[Records from a collection]
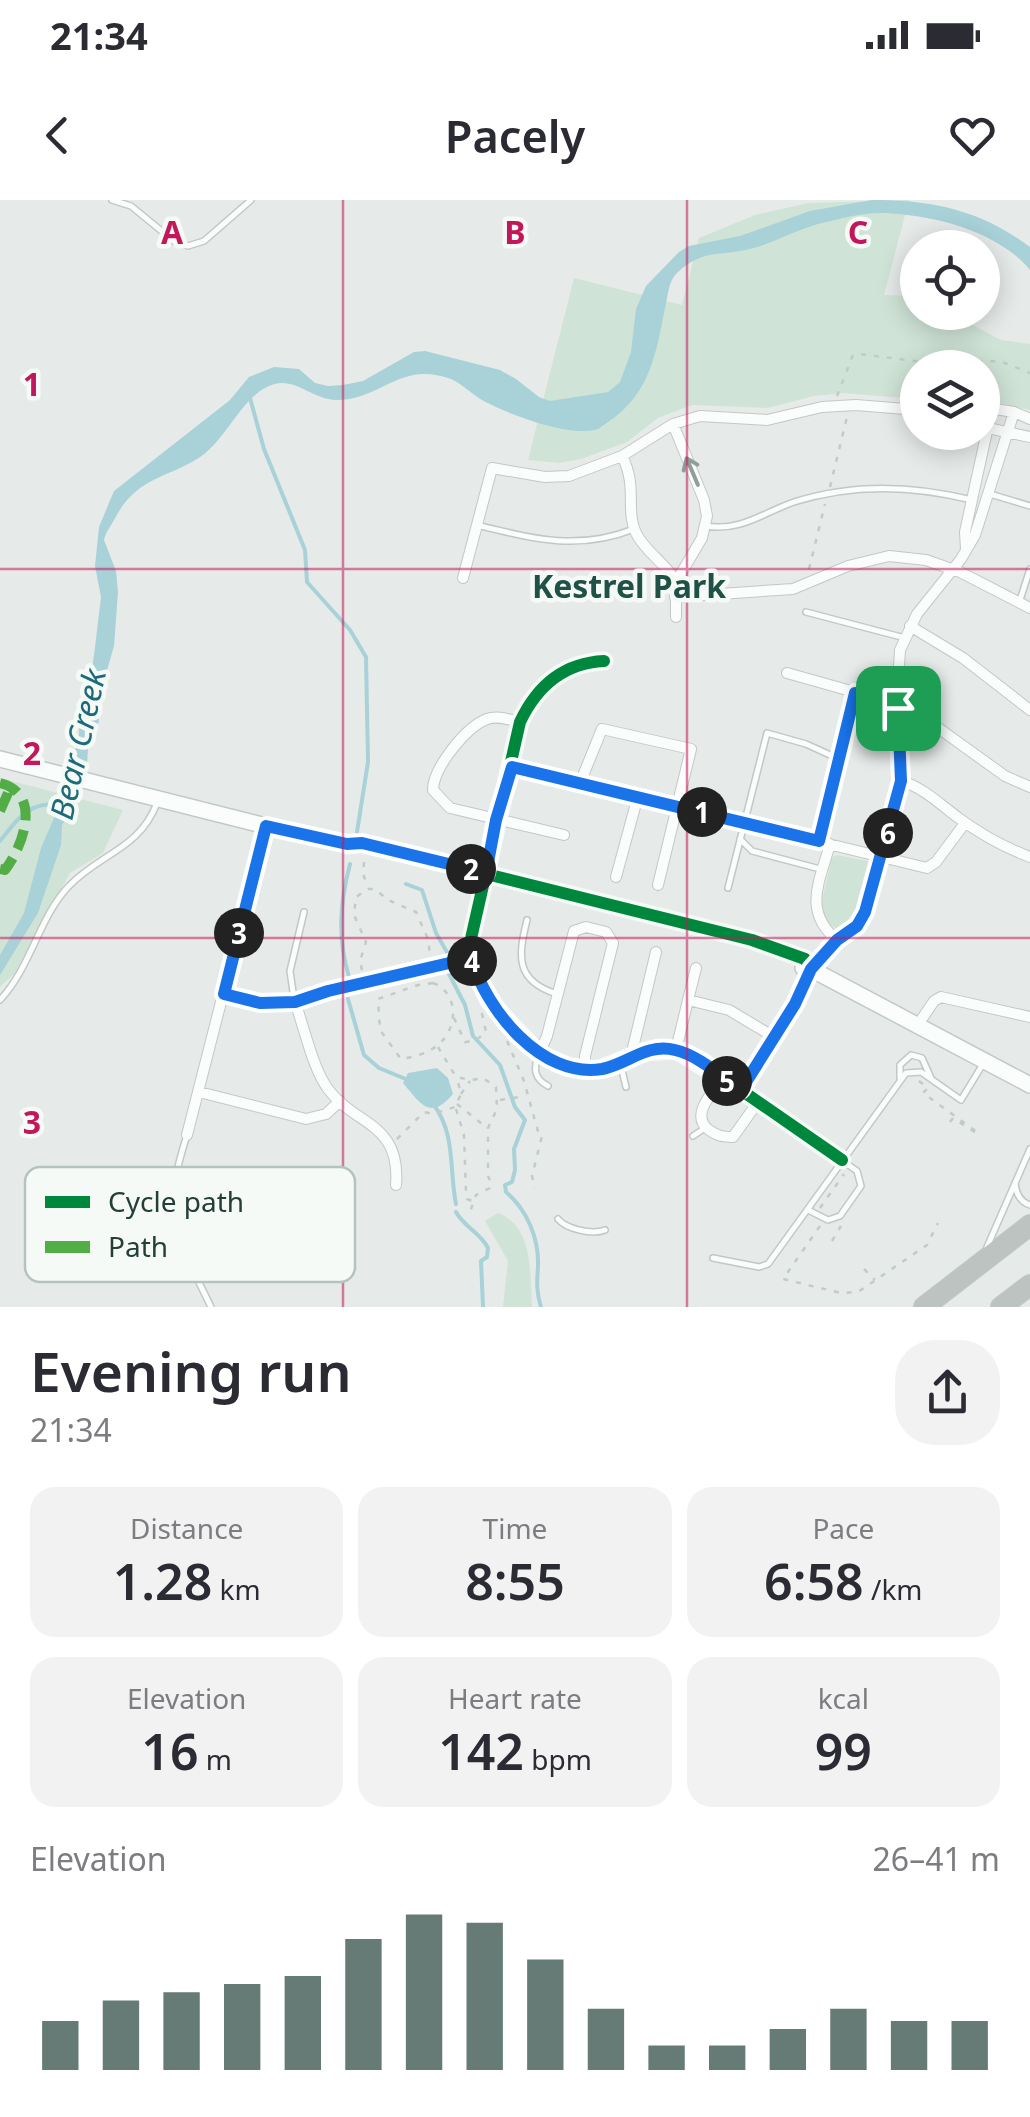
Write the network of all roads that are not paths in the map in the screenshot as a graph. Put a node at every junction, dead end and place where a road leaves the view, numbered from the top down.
1 (112, 200) edge
2 (251, 200) edge
3 (900, 409) edge
4 (1000, 410) edge
5 (1014, 412) junction
6 (1030, 419) edge
7 (672, 424) junction
8 (1000, 430) edge
9 (1008, 432) junction
10 (1030, 437) edge
11 (981, 450) edge
12 (622, 456) junction
13 (988, 493) junction
14 (972, 500) junction
15 (1030, 506) edge
16 (477, 526) junction
17 (706, 526) junction
18 (634, 529) junction
19 (966, 550) junction
20 (1030, 569) edge
21 (953, 570) junction
22 (463, 578) dead end
23 (676, 582) junction
24 (675, 597) junction
25 (1024, 606) edge
26 (806, 612) dead end
27 (676, 617) dead end
28 (910, 626) junction
29 (904, 638) junction
30 (604, 661) dead end
31 (787, 672) dead end
32 (855, 693) junction
33 (898, 708) junction
34 (1030, 710) edge
35 (520, 722) junction
36 (0, 759) edge
37 (839, 759) junction
38 (512, 767) junction
39 (901, 781) junction
40 (580, 782) junction
41 (1030, 787) edge
42 (638, 796) junction
43 (158, 800) junction
44 (676, 806) junction
45 (496, 820) junction
46 (744, 823) junction
47 (965, 823) junction
48 (266, 826) junction
49 (564, 835) dead end
50 (740, 839) junction
51 (824, 843) junction
52 (882, 856) junction
53 (1030, 858) edge
54 (823, 870) junction
55 (616, 877) dead end
56 (485, 878) junction
57 (658, 886) dead end
58 (728, 888) dead end
59 (304, 912) dead end
60 (527, 920) dead end
61 (837, 940) junction
62 (656, 952) dead end
63 (471, 958) junction
64 (696, 968) dead end
65 (811, 969) junction
66 (224, 994) junction
67 (557, 994) junction
68 (0, 1000) edge
69 (688, 1000) junction
70 (295, 1002) junction
71 (1030, 1017) edge
72 (917, 1026) junction
73 (774, 1037) junction
74 (676, 1050) junction
75 (538, 1054) junction
76 (631, 1056) junction
77 (620, 1062) junction
78 (985, 1062) junction
79 (585, 1070) junction
80 (723, 1078) junction
81 (900, 1078) junction
82 (931, 1078) junction
83 (1030, 1085) edge
84 (548, 1086) dead end
85 (626, 1087) dead end
86 (741, 1090) junction
87 (199, 1092) junction
88 (340, 1101) junction
89 (758, 1102) junction
90 (705, 1128) junction
91 (187, 1135) joint
92 (693, 1136) dead end
93 (1030, 1149) edge
94 (846, 1163) junction
95 (178, 1167) edge
96 (1014, 1180) junction
97 (396, 1185) dead end
98 (1030, 1205) edge
99 (808, 1209) junction
100 (558, 1219) dead end
101 (1030, 1225) edge
102 (605, 1230) dead end
103 (714, 1258) dead end
104 (981, 1263) junction
105 (200, 1282) edge
106 (1030, 1285) edge
107 (212, 1307) edge
108 (924, 1307) edge
109 (1002, 1307) edge

1 - 2 lane
3 - 7 street
4 - 5 street
5 - 6 street
5 - 9 street
7 - 12 street
17 -> 7 street
8 - 9 street
9 - 10 street
9 - 13 street
11 - 14 street
12 - 16 street
12 - 18 street
13 - 15 lane
13 - 19 street
14 - 17 lane
14 - 19 street
16 - 18 lane
16 - 22 street
17 - 23 street
18 - 23 street
19 - 21 street
20 - 25 lane
21 - 24 street
21 - 25 street
21 - 28 street
23 - 24 street
24 - 27 street
26 - 29 lane
28 - 29 street
28 - 34 street
29 - 33 street
30 - 35 street
31 - 32 street
32 - 33 street
32 - 37 lane
33 - 39 street
33 - 41 street
35 - 38 street
35 - 45 street
36 - 43 street
37 - 46 lane
37 - 51 lane
38 - 40 street
38 - 45 street
39 - 47 street
39 - 52 street
40 - 42 street
40 - 44 street
42 - 44 street
42 - 55 street
43 - 48 street
43 - 68 lane
44 - 46 street
44 - 57 street
45 - 49 street
45 - 56 street
46 - 50 lane
46 - 51 street
47 - 52 street
47 - 53 street
48 - 56 street
48 - 66 street
50 - 54 lane
50 - 58 lane
51 - 52 street
51 - 54 street
52 - 61 street
54 - 61 street
56 - 63 street
56 - 65 street
59 - 70 lane
60 - 67 lane
61 - 65 street
62 - 76 street
63 - 70 street
63 - 75 street
64 - 69 street
65 - 72 street
65 - 73 street
66 - 70 street
66 - 87 street
67 - 75 street
67 - 79 street
69 - 73 street
69 - 74 street
70 - 88 street
71 - 72 street
72 - 78 street
73 - 86 street
74 - 76 street
74 - 80 street
75 - 79 street
75 - 84 lane
76 - 77 street
77 - 79 street
77 - 85 lane
78 - 82 lane
78 - 83 street
80 - 86 street
80 - 90 street
81 - 82 lane
81 - 82 lane
81 - 94 lane
86 - 89 street
87 - 88 street
87 - 91 street
88 - 97 street
89 - 90 street
89 - 94 street
90 - 92 lane
91 - 95 lane
93 - 96 lane
94 - 99 lane
94 - 99 lane
96 - 98 lane
96 - 104 lane
99 - 103 lane
100 - 102 lane
101 - 104 highway
104 - 108 highway
105 - 107 lane
106 - 109 highway

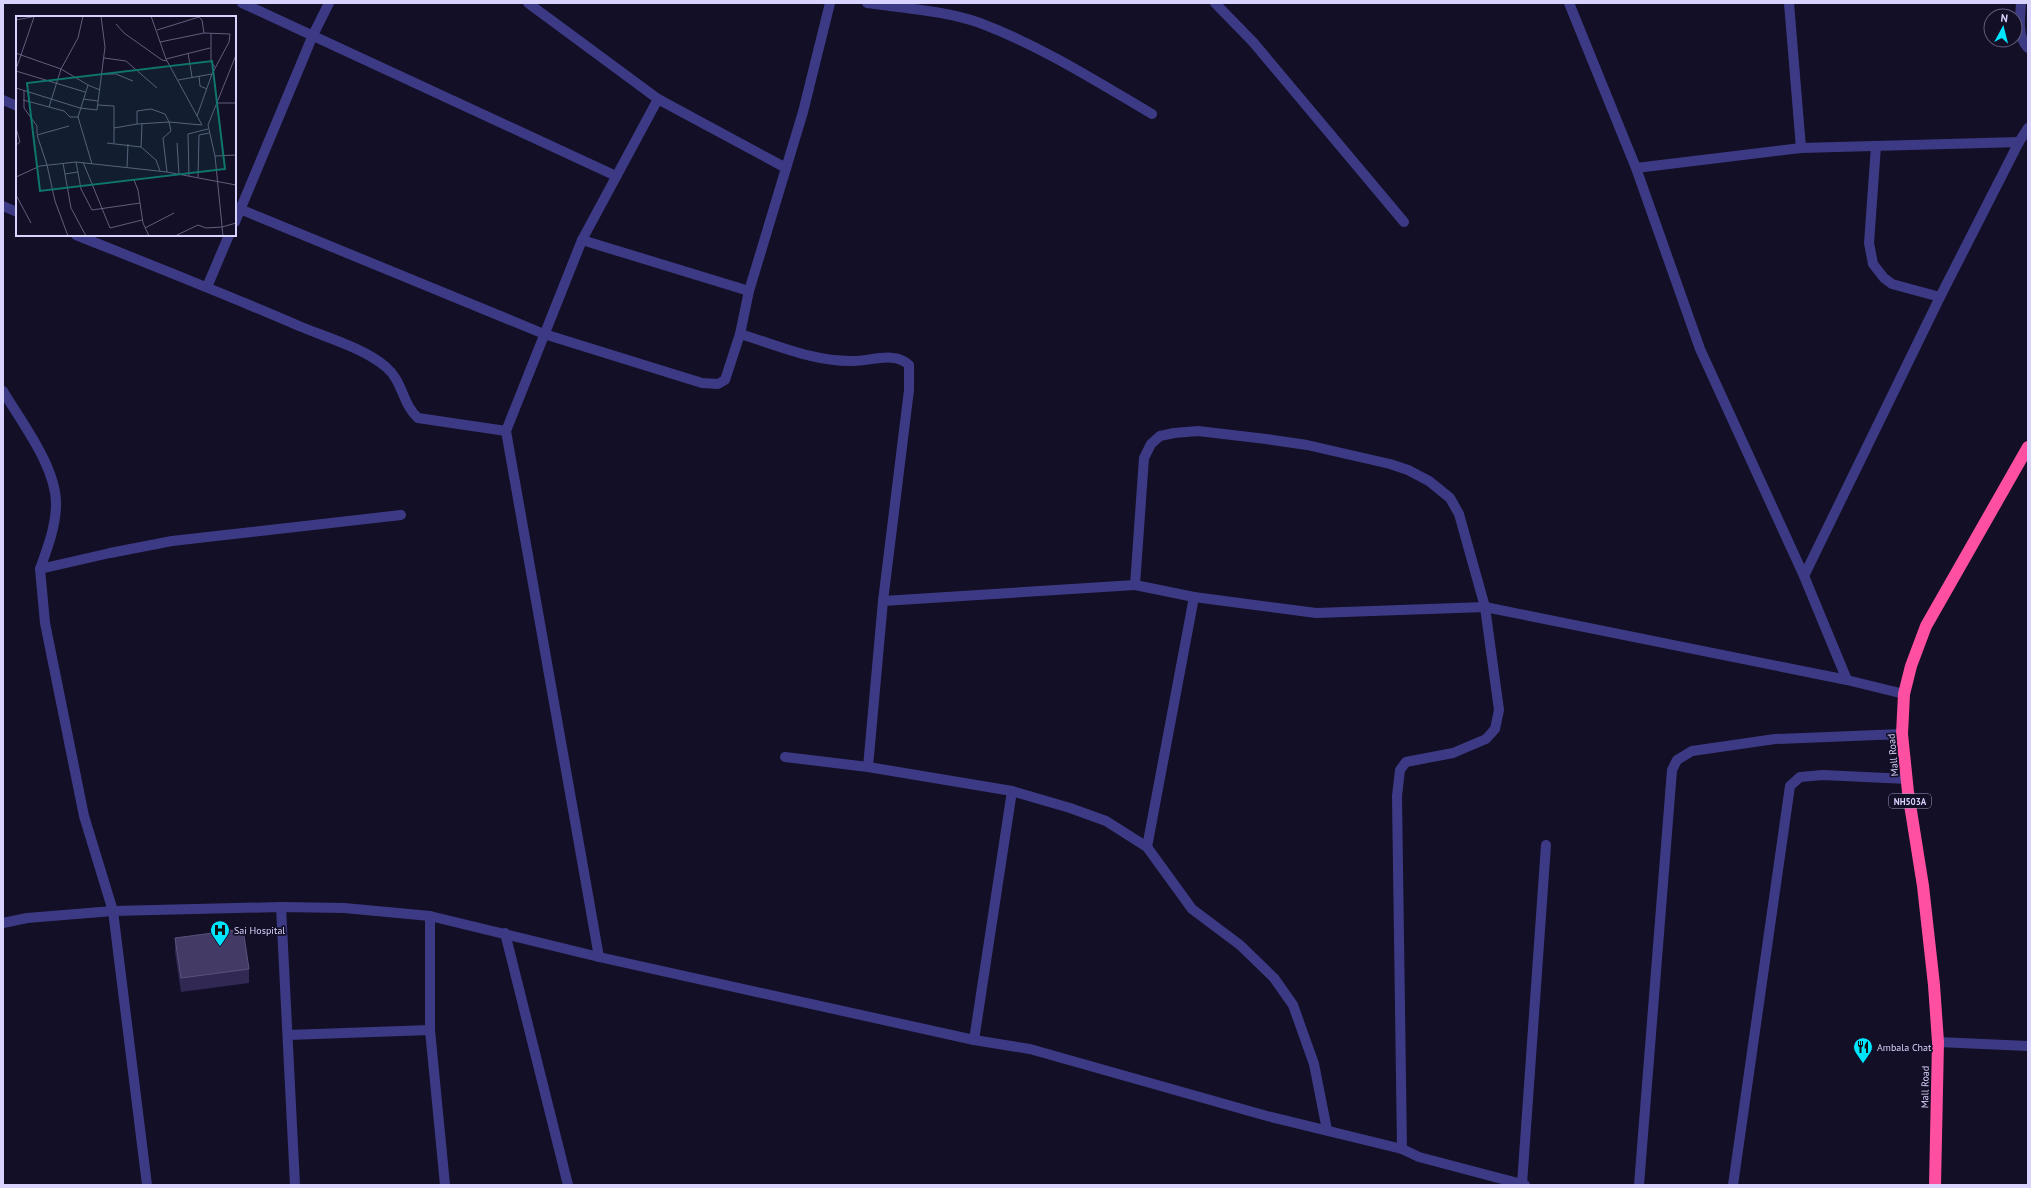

**Task**
The goal is an exact reprint of the entries, leaving out the pictures.

**Solution**
Write the network of all roads that are not paths in the map in the screenshot as a graph. Put a node at every junction, dead end and place where a road leaves the view, numbered from the top down.
1 (112, 200) edge
2 (251, 200) edge
3 (900, 409) edge
4 (1000, 410) edge
5 (1014, 412) junction
6 (1030, 419) edge
7 (672, 424) junction
8 (1000, 430) edge
9 (1008, 432) junction
10 (1030, 437) edge
11 (981, 450) edge
12 (622, 456) junction
13 (988, 493) junction
14 (972, 500) junction
15 (1030, 506) edge
16 (477, 526) junction
17 (706, 526) junction
18 (634, 529) junction
19 (966, 550) junction
20 (1030, 569) edge
21 (953, 570) junction
22 (463, 578) dead end
23 (676, 582) junction
24 (675, 597) junction
25 (1024, 606) edge
26 (806, 612) dead end
27 (676, 617) dead end
28 (910, 626) junction
29 (904, 638) junction
30 (604, 661) dead end
31 (787, 672) dead end
32 (855, 693) junction
33 (898, 708) junction
34 (1030, 710) edge
35 (520, 722) junction
36 (0, 759) edge
37 (839, 759) junction
38 (512, 767) junction
39 (901, 781) junction
40 (580, 782) junction
41 (1030, 787) edge
42 (638, 796) junction
43 (158, 800) junction
44 (676, 806) junction
45 (496, 820) junction
46 (744, 823) junction
47 (965, 823) junction
48 (266, 826) junction
49 (564, 835) dead end
50 (740, 839) junction
51 (824, 843) junction
52 (882, 856) junction
53 (1030, 858) edge
54 (823, 870) junction
55 (616, 877) dead end
56 (485, 878) junction
57 (658, 886) dead end
58 (728, 888) dead end
59 (304, 912) dead end
60 (527, 920) dead end
61 (837, 940) junction
62 (656, 952) dead end
63 (471, 958) junction
64 (696, 968) dead end
65 (811, 969) junction
66 (224, 994) junction
67 (557, 994) junction
68 (0, 1000) edge
69 (688, 1000) junction
70 (295, 1002) junction
71 (1030, 1017) edge
72 (917, 1026) junction
73 (774, 1037) junction
74 (676, 1050) junction
75 (538, 1054) junction
76 (631, 1056) junction
77 (620, 1062) junction
78 (985, 1062) junction
79 (585, 1070) junction
80 (723, 1078) junction
81 (900, 1078) junction
82 (931, 1078) junction
83 (1030, 1085) edge
84 (548, 1086) dead end
85 (626, 1087) dead end
86 (741, 1090) junction
87 (199, 1092) junction
88 (340, 1101) junction
89 (758, 1102) junction
90 (705, 1128) junction
91 (187, 1135) joint
92 (693, 1136) dead end
93 (1030, 1149) edge
94 (846, 1163) junction
95 (178, 1167) edge
96 (1014, 1180) junction
97 (396, 1185) dead end
98 (1030, 1205) edge
99 (808, 1209) junction
100 (558, 1219) dead end
101 (1030, 1225) edge
102 (605, 1230) dead end
103 (714, 1258) dead end
104 (981, 1263) junction
105 (200, 1282) edge
106 (1030, 1285) edge
107 (212, 1307) edge
108 (924, 1307) edge
109 (1002, 1307) edge

1 - 2 lane
3 - 7 street
4 - 5 street
5 - 6 street
5 - 9 street
7 - 12 street
17 -> 7 street
8 - 9 street
9 - 10 street
9 - 13 street
11 - 14 street
12 - 16 street
12 - 18 street
13 - 15 lane
13 - 19 street
14 - 17 lane
14 - 19 street
16 - 18 lane
16 - 22 street
17 - 23 street
18 - 23 street
19 - 21 street
20 - 25 lane
21 - 24 street
21 - 25 street
21 - 28 street
23 - 24 street
24 - 27 street
26 - 29 lane
28 - 29 street
28 - 34 street
29 - 33 street
30 - 35 street
31 - 32 street
32 - 33 street
32 - 37 lane
33 - 39 street
33 - 41 street
35 - 38 street
35 - 45 street
36 - 43 street
37 - 46 lane
37 - 51 lane
38 - 40 street
38 - 45 street
39 - 47 street
39 - 52 street
40 - 42 street
40 - 44 street
42 - 44 street
42 - 55 street
43 - 48 street
43 - 68 lane
44 - 46 street
44 - 57 street
45 - 49 street
45 - 56 street
46 - 50 lane
46 - 51 street
47 - 52 street
47 - 53 street
48 - 56 street
48 - 66 street
50 - 54 lane
50 - 58 lane
51 - 52 street
51 - 54 street
52 - 61 street
54 - 61 street
56 - 63 street
56 - 65 street
59 - 70 lane
60 - 67 lane
61 - 65 street
62 - 76 street
63 - 70 street
63 - 75 street
64 - 69 street
65 - 72 street
65 - 73 street
66 - 70 street
66 - 87 street
67 - 75 street
67 - 79 street
69 - 73 street
69 - 74 street
70 - 88 street
71 - 72 street
72 - 78 street
73 - 86 street
74 - 76 street
74 - 80 street
75 - 79 street
75 - 84 lane
76 - 77 street
77 - 79 street
77 - 85 lane
78 - 82 lane
78 - 83 street
80 - 86 street
80 - 90 street
81 - 82 lane
81 - 82 lane
81 - 94 lane
86 - 89 street
87 - 88 street
87 - 91 street
88 - 97 street
89 - 90 street
89 - 94 street
90 - 92 lane
91 - 95 lane
93 - 96 lane
94 - 99 lane
94 - 99 lane
96 - 98 lane
96 - 104 lane
99 - 103 lane
100 - 102 lane
101 - 104 highway
104 - 108 highway
105 - 107 lane
106 - 109 highway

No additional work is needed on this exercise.